Rabbi Hirsch argues further, saying that in ancient times even the allocation of the lands by G-d to the various nations of the world was done in a particular manner that was much different from the manner in which the land of Israel was given to the Jews. After the Great Flood, G-d placed various peoples on specific lands. These lands then influenced the resident peoples. Depending upon the nature of the land, the creatures that were found on the land and the neighboring peoples, the nations that settled the land were rendered either belligerent or meek, artistic or war-like, creative or slavish.

The Jewish people, on the other hand, were not given a land directly. Instead, the nation of Israel was created in the wilderness. G-d allowed the Israelites to take possession of the land of Israel only after the land of Israel had been fully cultivated and built-up by others, as if to say, “that which the soil of their land is to other nations, G-d is to Israel.” In fact, for millennia, Israel was destined to be a people without a land.

Other nations’ entire existence center around conquering land, adapting themselves to the land, altering the land by cultivation, and building the land into a home that serves as a location for their economic and social development. This attachment to the land accounts for the peoples’ spiritual, physical, moral, social and cultural personality, says Rabbi Hirsch. But Israel, Rabbi Hirsch notes, “is to bring its spiritual, moral and social customs as formed by G-d with [them] into the land.” The life of the people is fixed by G-d, not by the land. That is why the root figure of the nation is not Israel, but Jacob, who was a landless and homeless man.

It was in the wilderness that G-d founded His nation, in the desolate territory where there were no verdant meadows and no bustling towns. There, man was alone, alone with his inner self and only his G-d.

How striking is Rabbi Hirsch’s description of Israel the people, and how timely this message is at this time of Sukkot, the festival where Jews leave their homes to dwell in the “wilderness” in temporary huts. Exposing ourselves to the elements, we place ourselves once again into the loving hands of G-d, who will shape us with His ideas. Even though most Jews today have homes that are secure and beautiful, our real homes are where G-d established us, in the wilderness.

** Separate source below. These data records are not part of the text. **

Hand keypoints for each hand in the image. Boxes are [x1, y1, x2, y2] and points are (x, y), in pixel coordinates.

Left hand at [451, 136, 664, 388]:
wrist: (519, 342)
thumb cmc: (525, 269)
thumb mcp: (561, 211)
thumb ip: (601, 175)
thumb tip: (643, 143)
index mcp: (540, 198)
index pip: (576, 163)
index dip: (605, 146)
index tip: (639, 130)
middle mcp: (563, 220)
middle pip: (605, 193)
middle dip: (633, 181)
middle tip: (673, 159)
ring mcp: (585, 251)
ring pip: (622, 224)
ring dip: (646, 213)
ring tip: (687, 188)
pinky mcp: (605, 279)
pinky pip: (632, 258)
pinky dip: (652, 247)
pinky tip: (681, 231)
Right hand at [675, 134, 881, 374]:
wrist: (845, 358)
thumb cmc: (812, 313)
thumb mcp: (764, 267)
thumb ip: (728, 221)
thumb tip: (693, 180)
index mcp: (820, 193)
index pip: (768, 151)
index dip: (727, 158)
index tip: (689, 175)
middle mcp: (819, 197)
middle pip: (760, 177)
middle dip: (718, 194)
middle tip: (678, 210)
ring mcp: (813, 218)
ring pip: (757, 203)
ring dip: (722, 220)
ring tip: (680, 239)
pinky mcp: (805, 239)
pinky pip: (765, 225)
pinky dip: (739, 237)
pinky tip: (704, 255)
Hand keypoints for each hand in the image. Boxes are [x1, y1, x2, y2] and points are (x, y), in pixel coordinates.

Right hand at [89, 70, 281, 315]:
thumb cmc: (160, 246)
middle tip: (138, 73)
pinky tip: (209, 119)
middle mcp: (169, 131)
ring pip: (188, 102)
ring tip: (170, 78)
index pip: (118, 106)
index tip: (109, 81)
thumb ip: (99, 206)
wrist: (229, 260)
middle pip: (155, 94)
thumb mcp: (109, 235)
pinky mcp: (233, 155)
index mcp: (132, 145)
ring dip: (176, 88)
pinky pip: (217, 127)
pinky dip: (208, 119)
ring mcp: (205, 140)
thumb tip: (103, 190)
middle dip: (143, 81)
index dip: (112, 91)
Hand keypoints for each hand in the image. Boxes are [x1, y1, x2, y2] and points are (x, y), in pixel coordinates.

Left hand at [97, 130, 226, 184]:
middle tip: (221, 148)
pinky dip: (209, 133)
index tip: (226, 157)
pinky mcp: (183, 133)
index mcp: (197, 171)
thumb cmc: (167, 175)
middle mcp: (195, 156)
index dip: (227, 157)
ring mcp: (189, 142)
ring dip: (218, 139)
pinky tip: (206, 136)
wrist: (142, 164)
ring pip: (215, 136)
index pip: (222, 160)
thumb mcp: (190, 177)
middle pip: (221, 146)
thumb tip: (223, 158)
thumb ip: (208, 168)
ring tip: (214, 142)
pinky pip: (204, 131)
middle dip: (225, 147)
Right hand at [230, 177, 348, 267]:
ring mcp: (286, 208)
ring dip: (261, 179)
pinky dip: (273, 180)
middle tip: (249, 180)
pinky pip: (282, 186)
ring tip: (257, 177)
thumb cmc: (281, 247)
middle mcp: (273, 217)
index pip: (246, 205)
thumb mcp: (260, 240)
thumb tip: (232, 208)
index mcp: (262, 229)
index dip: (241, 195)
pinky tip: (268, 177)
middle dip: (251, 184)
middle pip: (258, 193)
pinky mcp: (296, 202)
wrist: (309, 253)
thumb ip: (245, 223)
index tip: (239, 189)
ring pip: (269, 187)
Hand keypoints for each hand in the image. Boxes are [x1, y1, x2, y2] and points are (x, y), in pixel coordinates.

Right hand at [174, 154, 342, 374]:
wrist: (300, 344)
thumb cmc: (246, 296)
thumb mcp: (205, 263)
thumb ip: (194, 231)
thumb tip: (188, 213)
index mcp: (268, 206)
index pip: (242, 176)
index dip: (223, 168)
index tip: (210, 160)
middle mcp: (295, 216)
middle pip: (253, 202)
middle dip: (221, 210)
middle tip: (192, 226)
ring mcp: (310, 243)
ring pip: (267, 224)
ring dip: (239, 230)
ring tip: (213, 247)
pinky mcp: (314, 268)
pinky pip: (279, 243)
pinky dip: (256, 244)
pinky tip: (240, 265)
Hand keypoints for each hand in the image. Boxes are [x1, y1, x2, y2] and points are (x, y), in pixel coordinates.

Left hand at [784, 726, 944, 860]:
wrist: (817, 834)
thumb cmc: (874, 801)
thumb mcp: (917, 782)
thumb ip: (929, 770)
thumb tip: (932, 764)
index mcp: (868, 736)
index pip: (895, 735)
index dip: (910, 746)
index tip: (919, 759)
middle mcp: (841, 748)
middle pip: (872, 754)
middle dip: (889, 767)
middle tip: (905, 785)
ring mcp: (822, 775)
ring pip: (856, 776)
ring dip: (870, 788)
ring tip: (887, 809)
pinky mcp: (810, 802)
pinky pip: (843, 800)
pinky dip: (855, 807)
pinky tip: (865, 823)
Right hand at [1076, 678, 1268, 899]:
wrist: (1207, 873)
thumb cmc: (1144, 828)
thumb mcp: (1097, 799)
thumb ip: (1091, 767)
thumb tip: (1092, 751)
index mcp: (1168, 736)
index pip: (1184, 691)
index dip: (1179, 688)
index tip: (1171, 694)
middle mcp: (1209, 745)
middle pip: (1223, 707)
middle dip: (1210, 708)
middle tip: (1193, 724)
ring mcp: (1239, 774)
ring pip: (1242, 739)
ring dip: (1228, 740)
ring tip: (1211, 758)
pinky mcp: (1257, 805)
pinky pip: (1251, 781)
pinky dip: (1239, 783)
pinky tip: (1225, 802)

Unfortunately, having been witness over the past several months to how fragile life really is, we cannot but conclude that without G-d there is no true security. Tsunami waves have devastated a host of countries, 1,500 Israeli families were uprooted from Gush Katif in Gaza, the city of New Orleans was wiped out by flood, an entire region of Pakistan has been leveled by the most powerful earthquake in the history of independent Pakistan. How can we not but be awestruck when we read the verse in Psalms 127: “Im Hashem lo yiv’neh va’it, shav ahm’loo bo’nahv bo.” Unless G-d builds the house, those who build it labor in vain. Unless G-d watches the city, in vain the watchmen guard it. It is as if the Al-mighty has given all of humankind a wake-up call.

The Jewish people are particularly fortunate to receive this wake-up call every single year at Sukkot time. Only after entering the sukkah, and absorbing its message of dependence upon G-d, can we truly appreciate the security that we are fortunate to have–and having G-d as our Watchman.

May you be blessed.

The Sukkot festival begins at sundown on Monday, October 17, 2005 and concludes Wednesday night, October 19, 2005. Happy Holidays.